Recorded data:
· · · · · · ·

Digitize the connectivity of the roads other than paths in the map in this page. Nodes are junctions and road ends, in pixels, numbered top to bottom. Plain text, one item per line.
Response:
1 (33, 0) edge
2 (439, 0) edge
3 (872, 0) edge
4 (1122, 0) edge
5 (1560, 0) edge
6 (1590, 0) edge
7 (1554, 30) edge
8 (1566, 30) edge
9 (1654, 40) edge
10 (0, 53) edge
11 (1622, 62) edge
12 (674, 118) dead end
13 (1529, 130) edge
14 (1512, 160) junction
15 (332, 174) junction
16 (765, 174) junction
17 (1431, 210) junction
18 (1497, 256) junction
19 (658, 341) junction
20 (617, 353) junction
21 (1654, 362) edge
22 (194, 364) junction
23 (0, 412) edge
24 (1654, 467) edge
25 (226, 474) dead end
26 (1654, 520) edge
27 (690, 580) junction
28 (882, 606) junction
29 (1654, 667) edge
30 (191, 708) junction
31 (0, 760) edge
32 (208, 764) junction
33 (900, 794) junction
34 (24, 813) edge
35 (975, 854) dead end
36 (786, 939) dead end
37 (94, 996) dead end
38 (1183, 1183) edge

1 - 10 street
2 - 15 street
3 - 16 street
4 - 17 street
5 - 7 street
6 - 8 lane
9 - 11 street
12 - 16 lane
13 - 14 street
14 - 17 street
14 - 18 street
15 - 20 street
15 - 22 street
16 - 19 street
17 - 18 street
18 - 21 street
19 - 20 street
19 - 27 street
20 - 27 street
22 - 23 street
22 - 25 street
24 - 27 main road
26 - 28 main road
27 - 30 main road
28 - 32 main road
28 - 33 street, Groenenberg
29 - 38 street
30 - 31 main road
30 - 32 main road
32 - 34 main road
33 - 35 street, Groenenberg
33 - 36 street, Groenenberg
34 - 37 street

· · · · · · ·

# Work task:
The data must be given again in full, exactly as written.

# Response box:
Digitize the connectivity of the roads other than paths in the map in this page. Nodes are junctions and road ends, in pixels, numbered top to bottom. Plain text, one item per line.
Response:
1 (33, 0) edge
2 (439, 0) edge
3 (872, 0) edge
4 (1122, 0) edge
5 (1560, 0) edge
6 (1590, 0) edge
7 (1554, 30) edge
8 (1566, 30) edge
9 (1654, 40) edge
10 (0, 53) edge
11 (1622, 62) edge
12 (674, 118) dead end
13 (1529, 130) edge
14 (1512, 160) junction
15 (332, 174) junction
16 (765, 174) junction
17 (1431, 210) junction
18 (1497, 256) junction
19 (658, 341) junction
20 (617, 353) junction
21 (1654, 362) edge
22 (194, 364) junction
23 (0, 412) edge
24 (1654, 467) edge
25 (226, 474) dead end
26 (1654, 520) edge
27 (690, 580) junction
28 (882, 606) junction
29 (1654, 667) edge
30 (191, 708) junction
31 (0, 760) edge
32 (208, 764) junction
33 (900, 794) junction
34 (24, 813) edge
35 (975, 854) dead end
36 (786, 939) dead end
37 (94, 996) dead end
38 (1183, 1183) edge

1 - 10 street
2 - 15 street
3 - 16 street
4 - 17 street
5 - 7 street
6 - 8 lane
9 - 11 street
12 - 16 lane
13 - 14 street
14 - 17 street
14 - 18 street
15 - 20 street
15 - 22 street
16 - 19 street
17 - 18 street
18 - 21 street
19 - 20 street
19 - 27 street
20 - 27 street
22 - 23 street
22 - 25 street
24 - 27 main road
26 - 28 main road
27 - 30 main road
28 - 32 main road
28 - 33 street, Groenenberg
29 - 38 street
30 - 31 main road
30 - 32 main road
32 - 34 main road
33 - 35 street, Groenenberg
33 - 36 street, Groenenberg
34 - 37 street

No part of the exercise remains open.